Return each line of the records below that contains the word "edge".

─── Information supplied ───

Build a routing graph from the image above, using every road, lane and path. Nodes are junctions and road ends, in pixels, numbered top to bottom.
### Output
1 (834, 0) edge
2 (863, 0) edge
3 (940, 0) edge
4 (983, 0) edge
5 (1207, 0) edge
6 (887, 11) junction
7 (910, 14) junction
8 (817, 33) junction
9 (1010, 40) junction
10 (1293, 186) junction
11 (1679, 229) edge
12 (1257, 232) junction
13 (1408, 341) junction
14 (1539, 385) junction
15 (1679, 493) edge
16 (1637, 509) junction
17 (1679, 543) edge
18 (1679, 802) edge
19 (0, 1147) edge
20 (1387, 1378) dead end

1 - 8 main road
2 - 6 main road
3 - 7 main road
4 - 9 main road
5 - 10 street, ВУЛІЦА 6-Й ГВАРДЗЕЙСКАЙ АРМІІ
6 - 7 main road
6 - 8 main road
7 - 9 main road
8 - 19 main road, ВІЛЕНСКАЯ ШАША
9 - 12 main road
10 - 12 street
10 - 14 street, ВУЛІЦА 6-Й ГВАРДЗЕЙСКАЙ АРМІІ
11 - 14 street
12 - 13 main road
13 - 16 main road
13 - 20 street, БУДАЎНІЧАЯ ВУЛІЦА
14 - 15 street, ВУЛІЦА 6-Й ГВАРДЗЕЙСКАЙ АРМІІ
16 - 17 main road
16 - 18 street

───

Task result:
1 (834, 0) edge
2 (863, 0) edge
3 (940, 0) edge
4 (983, 0) edge
5 (1207, 0) edge
11 (1679, 229) edge
15 (1679, 493) edge
17 (1679, 543) edge
18 (1679, 802) edge
19 (0, 1147) edge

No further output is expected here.